皆さんこんにちは。
お彼岸は父の実家の山梨までお墓参りにいってまいりました。
86歳になる伯父にひさしぶりに会い、鎌倉で仕事をしていることを話した時に、戦時中の貴重なはなしを聞くことができました。
なにかに記録しておきたいと思いブログにかかせて頂きます。
伯父は戦時中、学徒動員で横浜は保土ヶ谷の軍需工場で働いていました。
食糧難の時代であったため、学徒には一日一合の米しか与えられず、栄養失調で結核になり仲間が一人また一人と亡くなっていったそうです。
伯父はこのままでは死んでしまうと考え、夜になるとこっそり畑に芋を採りにでかけたそうです。
もちろん、見つかれば厳しい懲罰がまっています。
それでも、生き延びるためには、そうするしかなかったそうです。
とにかく、食べられる物を手に入れ、生のまま食したそうです。
その経験から、さつまいもは生でも食べられるが、じゃがいもは生では食べられないと知ったそうです。
米も貴重でした。
監督官の目を盗んで、米俵に先端を切り落とした筒をさしこみ、筒の中にわずかにこぼれ入る玄米を生のままかじったそうです。
生の玄米はどんなに空腹でもコップ1杯の量も食べきることが出来ないぐらい、かんでもかんでも消化できない代物だったそうです。
それでも、玄米をかじったおかげで生き延びたと話してくれました。
夜の芋掘りや、監督官の目を盗んでの食料調達が限界に達したときは、最後の手段に出ました。
B29が空襲にきますと、監督官も学徒もみな防空壕に退避します。
その時がチャンスとばかりに、焼夷弾があられのように降ってくる中を防空壕に入らず畑に走り、芋を掘ってなんとか食料を手にしたそうです。
伯父が軍需工場で働いているときに、6歳下の私の父は学校の校庭を耕して、芋を植えて食糧生産に励んでいたそうです。
その学校にもおとずれましたが、いまは普通の校庭になっていました。
この固い土を耕して芋を植えたときいても、全く想像ができません。
なぜこのような話になったかと言うと、いよいよ戦局が不利になり、日本は負けると誰もが思いだしたころ、保土ヶ谷の軍需工場の学徒に七里ガ浜におもむきタコつぼを掘れという命令が下りたそうです。
そう、いまは観光客でにぎわう鎌倉の七里ガ浜です。
米軍が七里ガ浜から上陸するという情報があり、海岸線に穴をほって、爆弾を抱えてその中にひそみ、米軍が上陸したら自爆して撃退せよという命令だったそうです。
伯父は怪我による神経痛が悪化したと申告したところ、帰郷を許されたそうですが、帰郷するための汽車の切符を手に入れるため、11月の寒い逗子駅の前でじっと夕方の5時から翌朝まで寒さに耐えながら待ったそうです。
伯父は最後にひとこと、「戦争にまけて良かった。
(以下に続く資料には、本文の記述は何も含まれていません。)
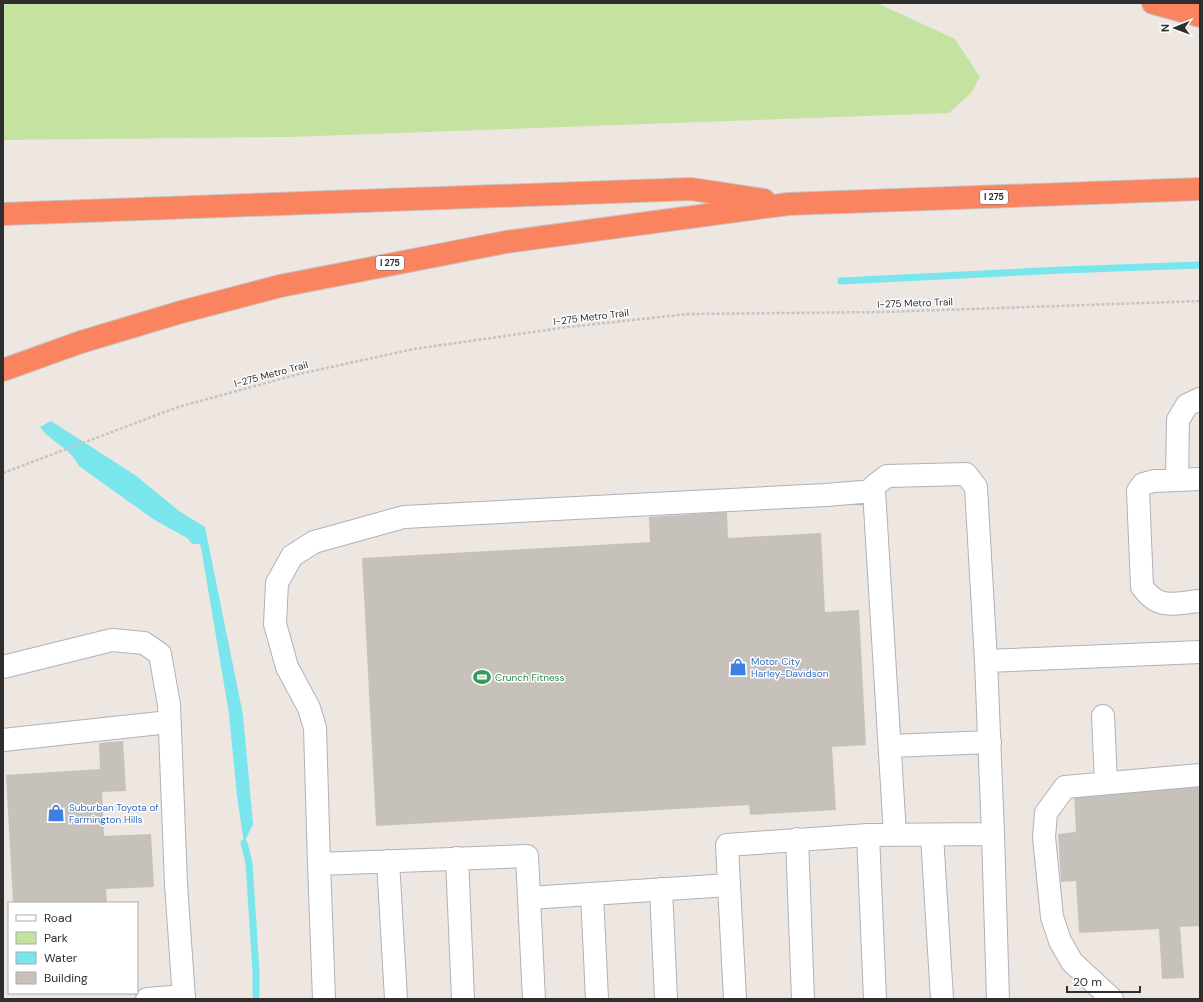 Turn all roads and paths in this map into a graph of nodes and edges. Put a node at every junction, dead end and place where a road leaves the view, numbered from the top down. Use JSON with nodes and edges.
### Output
{"nodes":[{"id":1,"x":1153,"y":3,"type":"edge"},
{"id":2,"x":1200,"y":16,"type":"edge"},
{"id":3,"x":1200,"y":189,"type":"edge"},
{"id":4,"x":788,"y":204,"type":"junction"},
{"id":5,"x":3,"y":214,"type":"edge"},
{"id":6,"x":1200,"y":301,"type":"edge"},
{"id":7,"x":3,"y":370,"type":"edge"},
{"id":8,"x":1200,"y":398,"type":"edge"},
{"id":9,"x":3,"y":473,"type":"edge"},
{"id":10,"x":1200,"y":478,"type":"edge"},
{"id":11,"x":1177,"y":480,"type":"junction"},
{"id":12,"x":874,"y":491,"type":"junction"},
{"id":13,"x":1200,"y":601,"type":"edge"},
{"id":14,"x":1200,"y":652,"type":"edge"},
{"id":15,"x":986,"y":661,"type":"junction"},
{"id":16,"x":3,"y":667,"type":"edge"},
{"id":17,"x":1103,"y":716,"type":"dead end"},
{"id":18,"x":170,"y":722,"type":"junction"},
{"id":19,"x":3,"y":740,"type":"edge"},
{"id":20,"x":990,"y":742,"type":"junction"},
{"id":21,"x":891,"y":746,"type":"junction"},
{"id":22,"x":1200,"y":774,"type":"edge"},
{"id":23,"x":1106,"y":782,"type":"junction"},
{"id":24,"x":993,"y":834,"type":"junction"},
{"id":25,"x":868,"y":835,"type":"junction"},
{"id":26,"x":895,"y":835,"type":"junction"},
{"id":27,"x":932,"y":835,"type":"junction"},
{"id":28,"x":797,"y":839,"type":"junction"},
{"id":29,"x":457,"y":858,"type":"junction"},
{"id":30,"x":388,"y":861,"type":"junction"},
{"id":31,"x":319,"y":864,"type":"junction"},
{"id":32,"x":729,"y":885,"type":"junction"},
{"id":33,"x":661,"y":889,"type":"junction"},
{"id":34,"x":592,"y":894,"type":"junction"},
{"id":35,"x":529,"y":898,"type":"junction"},
{"id":36,"x":184,"y":997,"type":"edge"},
{"id":37,"x":147,"y":999,"type":"edge"},
{"id":38,"x":324,"y":999,"type":"edge"},
{"id":39,"x":396,"y":999,"type":"edge"},
{"id":40,"x":462,"y":999,"type":"edge"},
{"id":41,"x":534,"y":999,"type":"edge"},
{"id":42,"x":597,"y":999,"type":"edge"},
{"id":43,"x":666,"y":999,"type":"edge"},
{"id":44,"x":735,"y":999,"type":"edge"},
{"id":45,"x":803,"y":999,"type":"edge"},
{"id":46,"x":875,"y":999,"type":"edge"},
{"id":47,"x":942,"y":999,"type":"edge"},
{"id":48,"x":998,"y":999,"type":"edge"},
{"id":49,"x":1112,"y":999,"type":"edge"}],
"edges":[{"from":1,"to":2,"type":"highway"},
{"from":3,"to":4,"type":"highway","number":"I 275"},
{"from":4,"to":5,"type":"highway"},
{"from":4,"to":7,"type":"highway","number":"I 275"},
{"from":6,"to":9,"type":"path","name":"I-275 Metro Trail"},
{"from":8,"to":11,"type":"lane"},
{"from":10,"to":11,"type":"lane"},
{"from":11,"to":13,"type":"lane"},
{"from":12,"to":15,"type":"lane"},
{"from":12,"to":21,"type":"lane"},
{"from":12,"to":31,"type":"lane"},
{"from":14,"to":15,"type":"lane"},
{"from":15,"to":20,"type":"lane"},
{"from":16,"to":18,"type":"lane"},
{"from":17,"to":23,"type":"lane"},
{"from":18,"to":19,"type":"lane"},
{"from":18,"to":36,"type":"lane"},
{"from":20,"to":21,"type":"lane"},
{"from":20,"to":24,"type":"lane"},
{"from":21,"to":26,"type":"lane"},
{"from":22,"to":23,"type":"lane"},
{"from":23,"to":49,"type":"lane"},
{"from":24,"to":27,"type":"lane"},
{"from":24,"to":48,"type":"lane"},
{"from":25,"to":26,"type":"lane"},
{"from":25,"to":28,"type":"lane"},
{"from":25,"to":46,"type":"lane"},
{"from":26,"to":27,"type":"lane"},
{"from":27,"to":47,"type":"lane"},
{"from":28,"to":32,"type":"lane"},
{"from":28,"to":45,"type":"lane"},
{"from":29,"to":30,"type":"lane"},
{"from":29,"to":35,"type":"lane"},
{"from":29,"to":40,"type":"lane"},
{"from":30,"to":31,"type":"lane"},
{"from":30,"to":39,"type":"lane"},
{"from":31,"to":38,"type":"lane"},
{"from":32,"to":33,"type":"lane"},
{"from":32,"to":44,"type":"lane"},
{"from":33,"to":34,"type":"lane"},
{"from":33,"to":43,"type":"lane"},
{"from":34,"to":35,"type":"lane"},
{"from":34,"to":42,"type":"lane"},
{"from":35,"to":41,"type":"lane"},
{"from":36,"to":37,"type":"lane"}]}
おかげで生き延びた。」と話して終わりました。
いま私が鎌倉で仕事をしているという話から戦時中の話になりました。
子供のころには一度も聞いたことがない話でした。
人はみな心に辛い思い出をもっていても、その辛さがわかる人以外には話さないのでしょうか。
伯父は病を抱えており、いま話さないと話す機会がなくなると思ったのでしょうか。
それは聞くことはできませんでした。
ただ、なにかに記録しておかなければならないと私は感じました。